Hou Fengqi (; born March 1962) is a former Chinese politician who spent most of his career in the cities of Bayannur and Wuhai, in north China's Inner Mongolia. He was investigated by the Communist Party of China's anti-graft agency in November 2015. Previously he served as Communist Party Secretary of Wuhai. In October 2017, he was sentenced to 17 years for accepting bribes and holding a huge amount of property from an unidentified source.

Career
Born in March 1962, he studied and then worked as Secretary of Youth League Branch at Baotou Junior Normal College. From August 1983 to September 1989 he worked in the 208 geological prospecting brigade of Baotou Nuclear Industry. In September 1989 he was accepted to Huazhong University of Science and Technology and graduated in July 1991. After graduation, he was assigned to  the Propaganda Department of CPC Inner Mongolia Committee, where he worked there until June 1996. In June 1996 he was vice-mayor of Linhe, two years later he was promoted to become deputy secretary-general of Bayannur.

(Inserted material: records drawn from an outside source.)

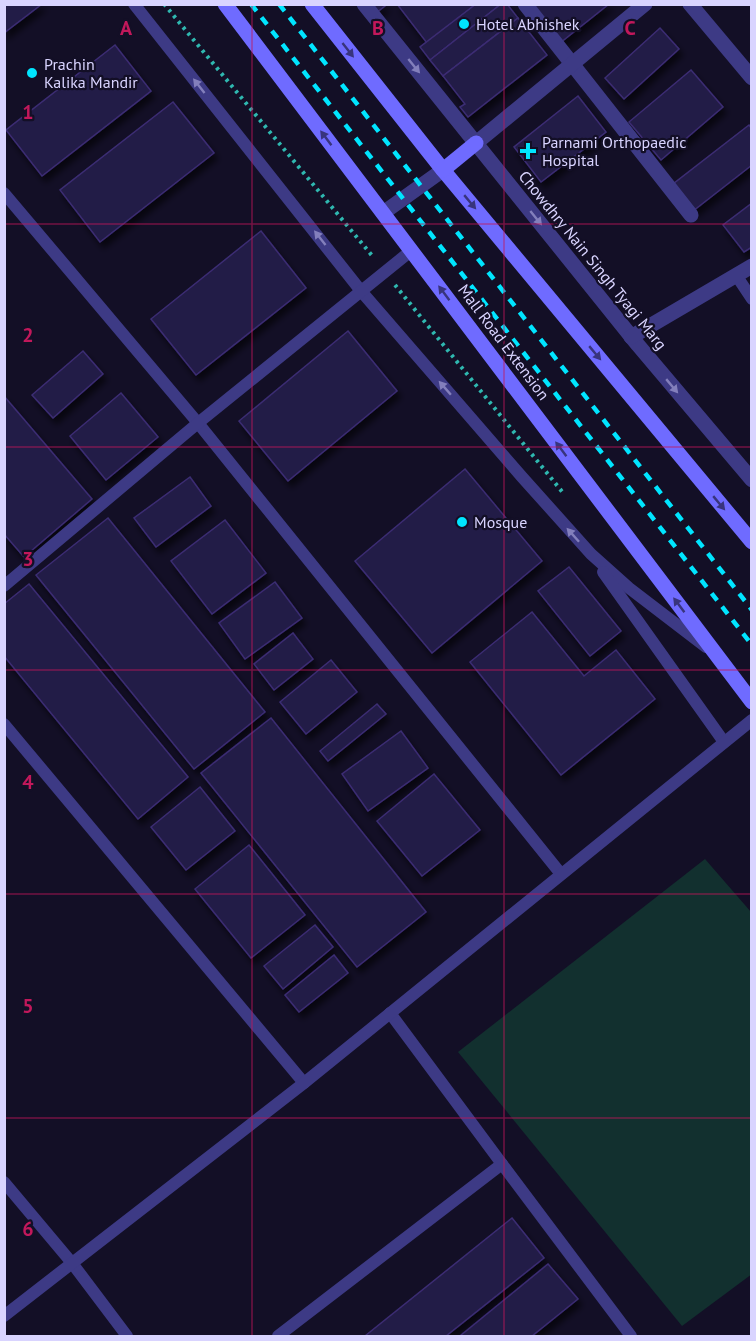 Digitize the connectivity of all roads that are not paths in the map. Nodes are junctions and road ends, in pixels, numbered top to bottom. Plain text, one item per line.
1 (135, 4) edge
2 (225, 4) edge
3 (312, 4) edge
4 (364, 4) edge
5 (525, 4) edge
6 (645, 4) edge
7 (690, 4) edge
8 (572, 63) junction
9 (752, 78) edge
10 (476, 143) junction
11 (443, 170) junction
12 (4, 193) edge
13 (383, 213) junction
14 (691, 215) dead end
15 (412, 249) junction
16 (752, 266) edge
17 (736, 275) junction
18 (361, 291) junction
19 (752, 299) edge
20 (631, 337) junction
21 (198, 423) junction
22 (751, 479) edge
23 (752, 542) edge
24 (591, 554) junction
25 (4, 586) edge
26 (714, 653) junction
27 (752, 702) edge
28 (752, 720) edge
29 (4, 724) edge
30 (724, 742) junction
31 (561, 874) junction
32 (390, 1013) junction
33 (304, 1083) junction
34 (502, 1164) junction
35 (4, 1182) edge
36 (72, 1263) junction
37 (4, 1316) edge
38 (127, 1336) edge
39 (278, 1336) edge
40 (631, 1336) edge

18 -> 1 lane
13 -> 2 main road, Mall Road Extension
3 -> 11 main road
4 -> 10 street, Chowdhry Nain Singh Tyagi Marg
5 - 8 street
6 - 8 street
7 - 9 street
8 - 10 street
8 - 14 street
10 - 11 main road
10 -> 20 street, Chowdhry Nain Singh Tyagi Marg
11 - 13 street
11 -> 23 main road
12 - 21 lane
13 - 15 main road, Mall Road Extension
15 - 18 lane
26 -> 15 main road, Mall Road Extension
16 - 17 street
17 - 19 lane
17 - 20 street
18 - 21 lane
24 -> 18 lane
20 -> 22 street, Chowdhry Nain Singh Tyagi Marg
21 - 25 lane
21 - 31 lane
24 - 26 lane
24 - 30 lane
26 - 27 main road, Mall Road Extension
28 - 30 lane
29 - 33 lane
30 - 31 lane
31 - 32 lane
32 - 33 lane
32 - 34 lane
33 - 36 lane
34 - 39 lane
34 - 40 lane
35 - 36 lane
36 - 37 lane
36 - 38 lane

He was a member of the CPC Bayannur Standing Committee and Communist Party Secretary of Linhe District from July 2004 to November 2006. Then he was promoted to become executive vice-mayor, a position he held until February 2008, when he was transferred to Wuhai and appointed Deputy Communist Party Secretary. In May 2013 he became the Communist Party Secretary, and served until November 2015.

Downfall
On November 20, 2015, he was suspected of "serious violations of discipline", said one-sentence statement issued by the ruling Communist Party's corruption watchdog body, the Central Commission for Discipline Inspection (CCDI). On November 26, he was removed from his posts for involvement in corruption. 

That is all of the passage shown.